Rencananya, paket Gemarikan akan didistribusikan kepada masyarakat di 11 kabupaten/kota yaitu Kota Padang, Kabupaten Pesisir Selatan, Kabupaten Solok, Kabupaten Solok Selatan, Kota Solok, Kabupaten Sijunjung, Kota Sawahlunto, Kabupaten Dharmasraya, Kabupaten Tanahdatar, Kota Padangpanjang, dan Kabupaten Padangpariaman.

Paket tersebut berisi 1.364 ton ikan/olahan ikan diantaranya ikan tuna beku, rendang tuna, abon tuna, bakso ikan dan pempek. Trisna Ningsih menyebut, program Gemarikan ini tak hanya bermanfaat bagi penerima melainkan juga membantu penyerapan produksi dan menjaga keberlanjutan pelaku usaha dan UMKM setempat.

“Tuna dipilih karena Sumbar merupakan salah satu sentra penghasil ikan tuna dan memiliki kandungan protein yang tinggi.

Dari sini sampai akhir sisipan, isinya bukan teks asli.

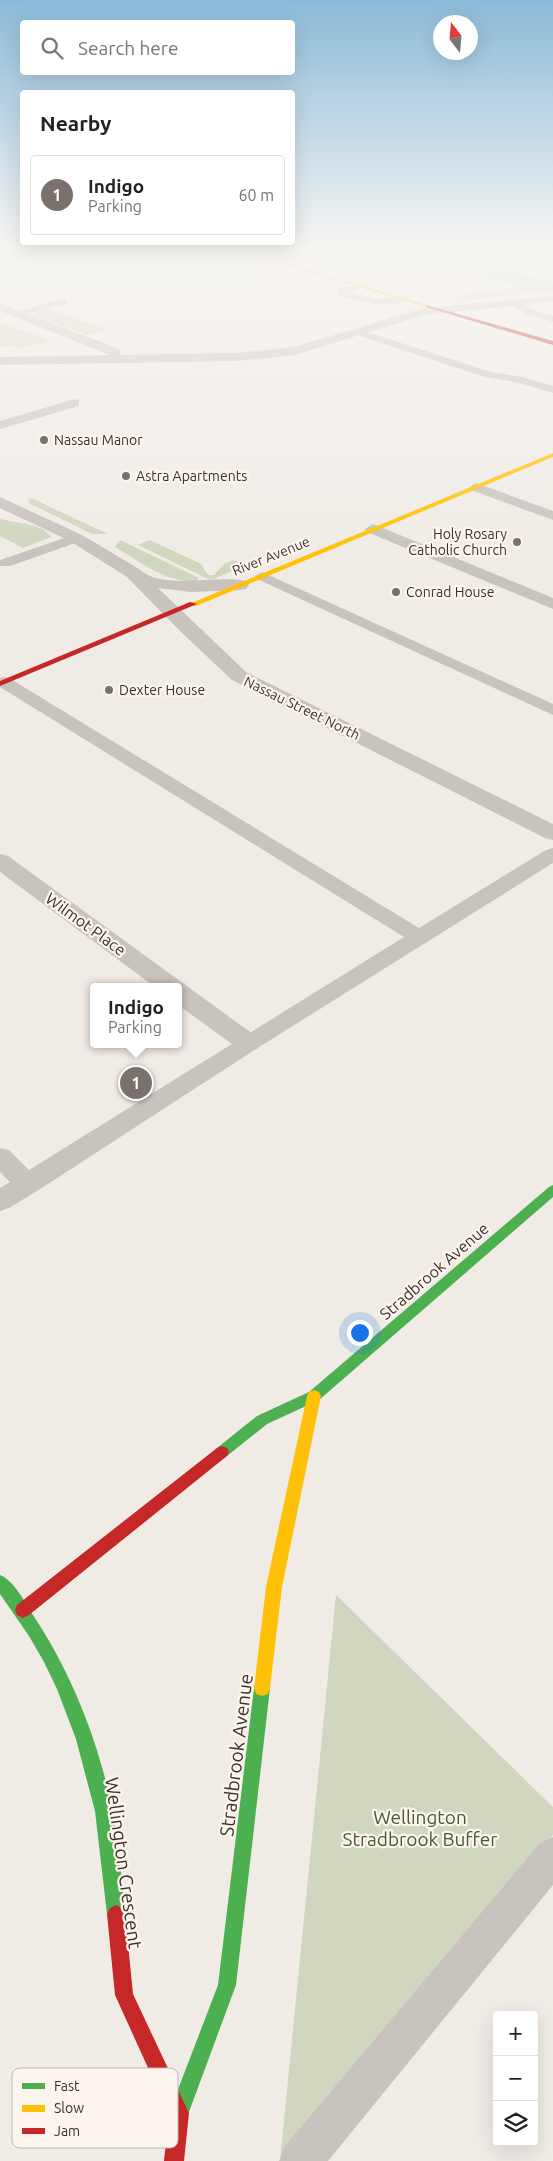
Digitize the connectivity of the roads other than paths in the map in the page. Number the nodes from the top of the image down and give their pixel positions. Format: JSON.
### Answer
{"nodes":[{"id":1,"x":115,"y":352,"type":"edge"},
{"id":2,"x":288,"y":352,"type":"edge"},
{"id":3,"x":418,"y":352,"type":"edge"},
{"id":4,"x":114,"y":358,"type":"junction"},
{"id":5,"x":0,"y":361,"type":"edge"},
{"id":6,"x":553,"y":390,"type":"edge"},
{"id":7,"x":75,"y":404,"type":"dead end"},
{"id":8,"x":0,"y":425,"type":"edge"},
{"id":9,"x":553,"y":455,"type":"edge"},
{"id":10,"x":476,"y":487,"type":"junction"},
{"id":11,"x":0,"y":502,"type":"edge"},
{"id":12,"x":553,"y":516,"type":"edge"},
{"id":13,"x":373,"y":529,"type":"junction"},
{"id":14,"x":76,"y":538,"type":"junction"},
{"id":15,"x":5,"y":562,"type":"dead end"},
{"id":16,"x":262,"y":576,"type":"junction"},
{"id":17,"x":143,"y":581,"type":"junction"},
{"id":18,"x":240,"y":585,"type":"junction"},
{"id":19,"x":553,"y":604,"type":"edge"},
{"id":20,"x":172,"y":612,"type":"junction"},
{"id":21,"x":1,"y":683,"type":"edge"},
{"id":22,"x":553,"y":710,"type":"edge"},
{"id":23,"x":553,"y":833,"type":"edge"},
{"id":24,"x":553,"y":854,"type":"edge"},
{"id":25,"x":0,"y":861,"type":"edge"},
{"id":26,"x":418,"y":937,"type":"junction"},
{"id":27,"x":167,"y":983,"type":"edge"},
{"id":28,"x":182,"y":995,"type":"edge"},
{"id":29,"x":248,"y":1043,"type":"junction"},
{"id":30,"x":0,"y":1157,"type":"edge"},
{"id":31,"x":28,"y":1184,"type":"junction"},
{"id":32,"x":553,"y":1190,"type":"edge"},
{"id":33,"x":0,"y":1201,"type":"edge"},
{"id":34,"x":314,"y":1396,"type":"junction"},
{"id":35,"x":0,"y":1582,"type":"edge"},
{"id":36,"x":23,"y":1610,"type":"junction"},
{"id":37,"x":553,"y":1856,"type":"edge"},
{"id":38,"x":158,"y":2068,"type":"edge"},
{"id":39,"x":179,"y":2113,"type":"joint"},
{"id":40,"x":178,"y":2123,"type":"edge"},
{"id":41,"x":175,"y":2148,"type":"edge"},
{"id":42,"x":174,"y":2161,"type":"edge"},
{"id":43,"x":300,"y":2161,"type":"edge"}],
"edges":[{"from":1,"to":4,"type":"street"},
{"from":2,"to":4,"type":"street"},
{"from":3,"to":6,"type":"lane"},
{"from":4,"to":5,"type":"street"},
{"from":7,"to":8,"type":"lane"},
{"from":9,"to":10,"type":"street","name":"River Avenue"},
{"from":10,"to":12,"type":"lane"},
{"from":10,"to":13,"type":"street","name":"River Avenue"},
{"from":11,"to":14,"type":"street","name":"Nassau Street North"},
{"from":13,"to":16,"type":"street","name":"River Avenue"},
{"from":13,"to":19,"type":"street"},
{"from":14,"to":15,"type":"lane"},
{"from":14,"to":17,"type":"street","name":"Nassau Street North"},
{"from":16,"to":18,"type":"street","name":"River Avenue"},
{"from":16,"to":22,"type":"lane"},
{"from":17,"to":18,"type":"street"},
{"from":17,"to":20,"type":"street","name":"Nassau Street North"},
{"from":18,"to":20,"type":"street","name":"River Avenue"},
{"from":20,"to":21,"type":"street","name":"River Avenue"},
{"from":20,"to":23,"type":"street","name":"Nassau Street North"},
{"from":21,"to":26,"type":"lane"},
{"from":24,"to":26,"type":"lane"},
{"from":25,"to":27,"type":"street","name":"Wilmot Place"},
{"from":26,"to":29,"type":"lane"},
{"from":28,"to":29,"type":"street"},
{"from":29,"to":31,"type":"lane"},
{"from":30,"to":31,"type":"lane"},
{"from":31,"to":33,"type":"lane"},
{"from":32,"to":34,"type":"street","name":"Stradbrook Avenue"},
{"from":34,"to":36,"type":"street","name":"Stradbrook Avenue"},
{"from":34,"to":39,"type":"street","name":"Stradbrook Avenue"},
{"from":35,"to":36,"type":"street","name":"Wellington Crescent"},
{"from":36,"to":38,"type":"street","name":"Wellington Crescent"},
{"from":37,"to":43,"type":"lane"},
{"from":39,"to":40,"type":"street"},
{"from":41,"to":42,"type":"street"}]}
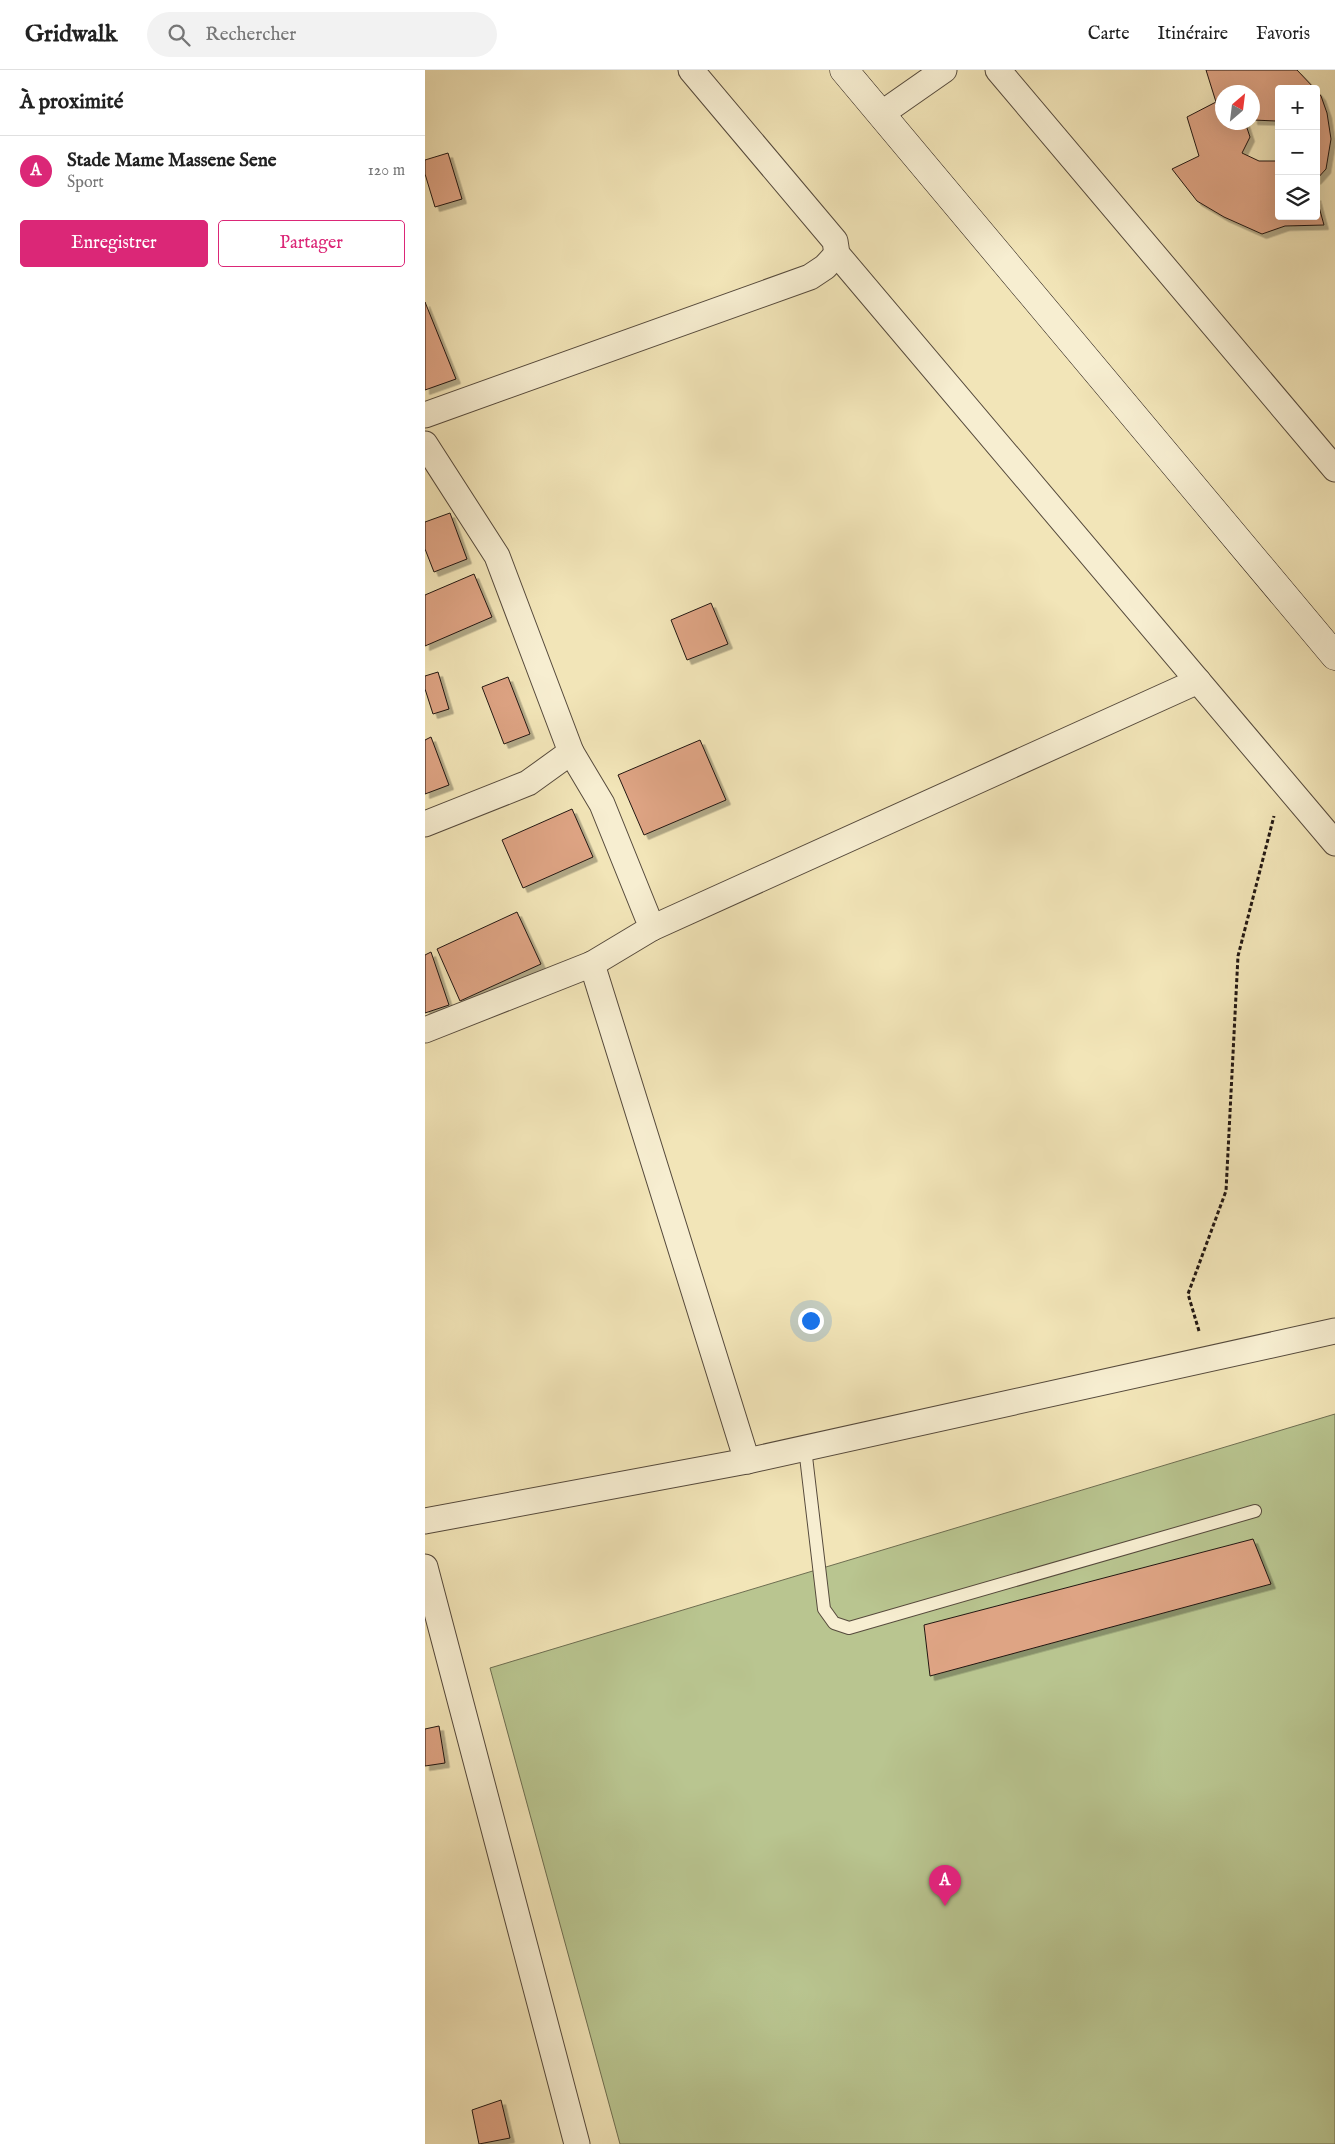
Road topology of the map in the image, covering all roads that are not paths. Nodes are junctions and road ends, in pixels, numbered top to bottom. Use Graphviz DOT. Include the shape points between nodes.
graph roads {
  1 [pos="691,70"];
  2 [pos="845,70"];
  3 [pos="944,70"];
  4 [pos="998,70"];
  5 [pos="881,114"];
  6 [pos="837,254"];
  7 [pos="425,415"];
  8 [pos="425,444"];
  9 [pos="1335,469"];
  10 [pos="1335,656"];
  11 [pos="1198,680"];
  12 [pos="571,752"];
  13 [pos="425,824"];
  14 [pos="1335,843"];
  15 [pos="652,928"];
  16 [pos="592,964"];
  17 [pos="425,1030"];
  18 [pos="1335,1331"];
  19 [pos="805,1448"];
  20 [pos="747,1461"];
  21 [pos="1255,1512"];
  22 [pos="425,1521"];
  23 [pos="425,1567"];
  24 [pos="577,2144"];
  1 -- 6 [label="street" via="835,241"];
  2 -- 5 [label="street"];
  3 -- 5 [label="street"];
  4 -- 9 [label="street"];
  5 -- 10 [label="street"];
  6 -- 7 [label="street" via="810,277"];
  6 -- 11 [label="street"];
  8 -- 12 [label="street" via="497,556"];
  11 -- 14 [label="street"];
  11 -- 15 [label="street"];
  12 -- 13 [label="street" via="528,783"];
  12 -- 15 [label="street" via="602,804"];
  15 -- 16 [label="street"];
  16 -- 17 [label="street"];
  16 -- 20 [label="street"];
  18 -- 19 [label="street"];
  19 -- 20 [label="street"];
  19 -- 21 [label="lane" via="824,1609 834,1622 849,1628"];
  20 -- 22 [label="street"];
  23 -- 24 [label="street"];
}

Sebagai gambaran, dalam 100 gr ikan tuna mengandung protein 23,4 gr, lebih tinggi dibandingkan ikan kembung (21,4 gr), ikan kakap (20,5 gr), bahkan ikan salmon (19,9 gr),” jelas Trisna.

Sebagai informasi Kampanye Gemarikan di Sumatera Barat dihadiri oleh oleh Anggota Komisi IV DPR Hermanto, Direktur Pengolahan dan Bina Mutu mewakili KKP, Kepala Dinas Kelautan dan Perikanan Provinsi Sumbar Yosmeri, Kepala Dinas Kelautan dan Perikanan Kota Padang, dan camat serta lurahsetempat. (mas)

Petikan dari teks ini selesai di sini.